WHAT TO WORK ON:
Look over the listing below and tally the lines in which the word "nodes" turns up. Answer with the tally only.

RECORDS SUPPLIED:
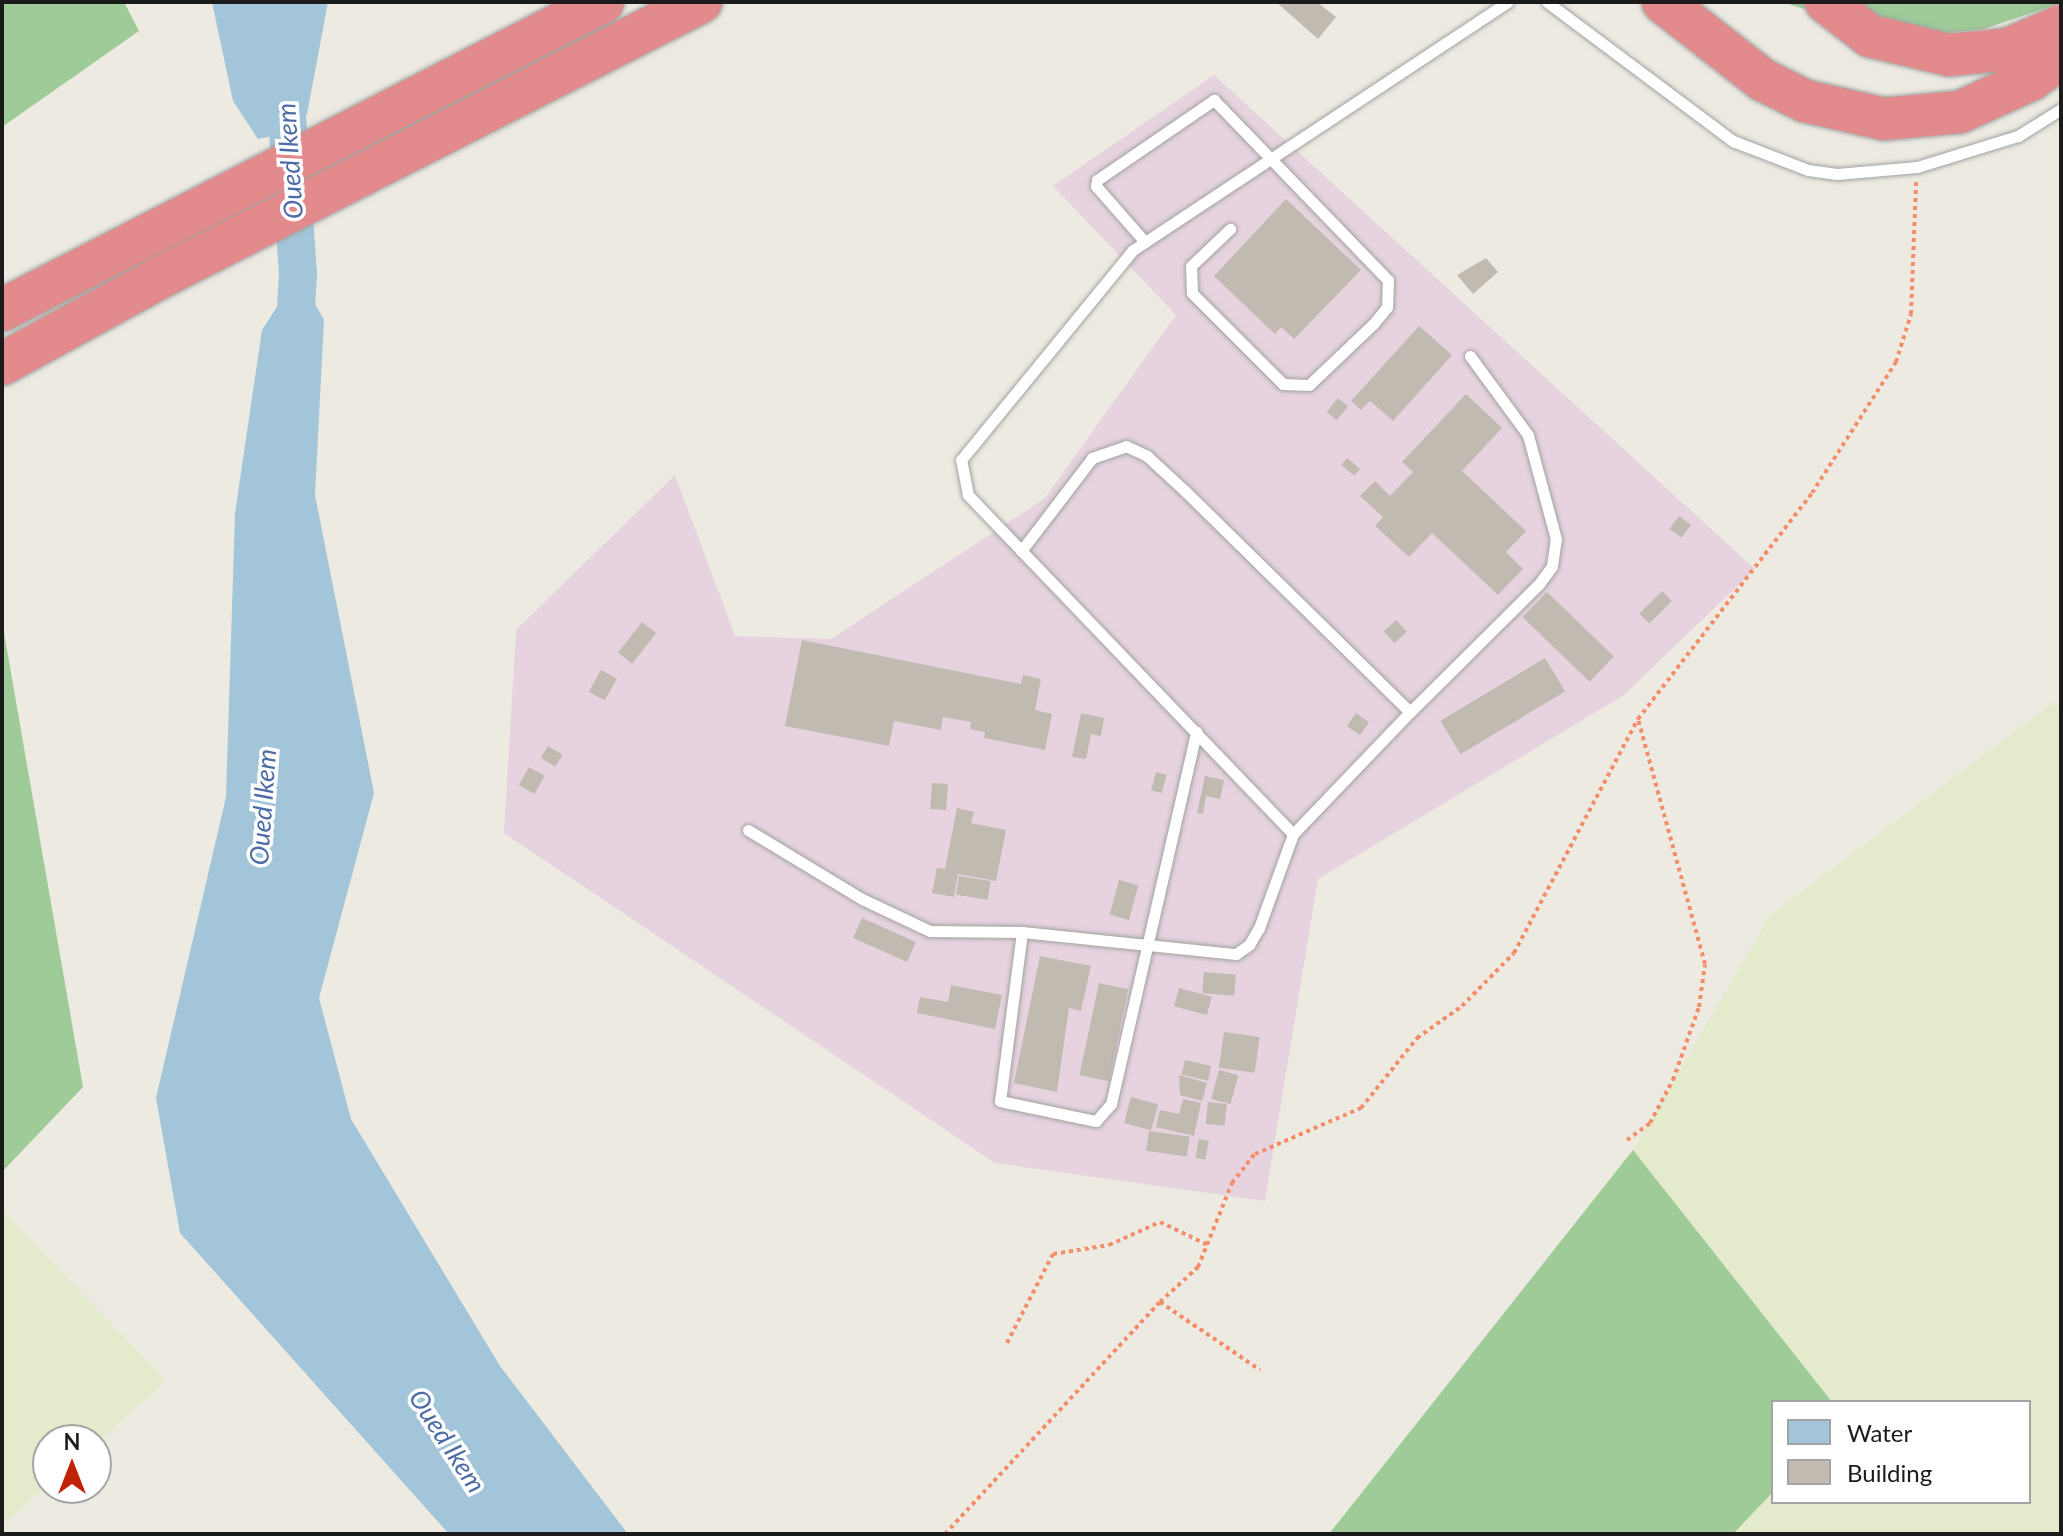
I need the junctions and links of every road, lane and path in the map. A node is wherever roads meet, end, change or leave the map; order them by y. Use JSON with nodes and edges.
{"nodes":[{"id":1,"x":603,"y":2,"type":"edge"},
{"id":2,"x":701,"y":2,"type":"edge"},
{"id":3,"x":1507,"y":2,"type":"edge"},
{"id":4,"x":1547,"y":2,"type":"edge"},
{"id":5,"x":1663,"y":2,"type":"edge"},
{"id":6,"x":1826,"y":2,"type":"edge"},
{"id":7,"x":2061,"y":26,"type":"edge"},
{"id":8,"x":2061,"y":58,"type":"edge"},
{"id":9,"x":2061,"y":109,"type":"edge"},
{"id":10,"x":1270,"y":159,"type":"junction"},
{"id":11,"x":1917,"y":167,"type":"junction"},
{"id":12,"x":1230,"y":229,"type":"dead end"},
{"id":13,"x":1145,"y":242,"type":"junction"},
{"id":14,"x":2,"y":310,"type":"edge"},
{"id":15,"x":1470,"y":356,"type":"dead end"},
{"id":16,"x":2,"y":364,"type":"edge"},
{"id":17,"x":1021,"y":551,"type":"junction"},
{"id":18,"x":1410,"y":712,"type":"junction"},
{"id":19,"x":1638,"y":719,"type":"junction"},
{"id":20,"x":1196,"y":732,"type":"junction"},
{"id":21,"x":748,"y":830,"type":"dead end"},
{"id":22,"x":1293,"y":834,"type":"junction"},
{"id":23,"x":1022,"y":932,"type":"junction"},
{"id":24,"x":1147,"y":941,"type":"junction"},
{"id":25,"x":1627,"y":1140,"type":"dead end"},
{"id":26,"x":1208,"y":1245,"type":"junction"},
{"id":27,"x":1160,"y":1302,"type":"junction"},
{"id":28,"x":1007,"y":1343,"type":"dead end"},
{"id":29,"x":1260,"y":1370,"type":"dead end"},
{"id":30,"x":885,"y":1534,"type":"edge"},
{"id":31,"x":915,"y":1534,"type":"edge"},
{"id":32,"x":945,"y":1534,"type":"edge"}],
"edges":[{"from":1,"to":14,"type":"highway"},
{"from":2,"to":16,"type":"highway"},
{"from":3,"to":10,"type":"lane"},
{"from":4,"to":11,"type":"lane"},
{"from":5,"to":8,"type":"highway"},
{"from":6,"to":7,"type":"highway"},
{"from":9,"to":11,"type":"lane"},
{"from":10,"to":12,"type":"lane"},
{"from":10,"to":13,"type":"lane"},
{"from":10,"to":13,"type":"lane"},
{"from":11,"to":19,"type":"path"},
{"from":13,"to":17,"type":"lane"},
{"from":15,"to":18,"type":"lane"},
{"from":17,"to":18,"type":"lane"},
{"from":17,"to":20,"type":"lane"},
{"from":18,"to":22,"type":"lane"},
{"from":19,"to":25,"type":"path"},
{"from":19,"to":26,"type":"path"},
{"from":20,"to":22,"type":"lane"},
{"from":20,"to":24,"type":"lane"},
{"from":21,"to":23,"type":"lane"},
{"from":22,"to":24,"type":"lane"},
{"from":23,"to":24,"type":"lane"},
{"from":23,"to":24,"type":"lane"},
{"from":26,"to":27,"type":"path"},
{"from":26,"to":28,"type":"path"},
{"from":27,"to":29,"type":"path"},
{"from":27,"to":32,"type":"path"},
{"from":30,"to":31,"type":"path"}]}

SOLUTION FOR THIS EXERCISE:
2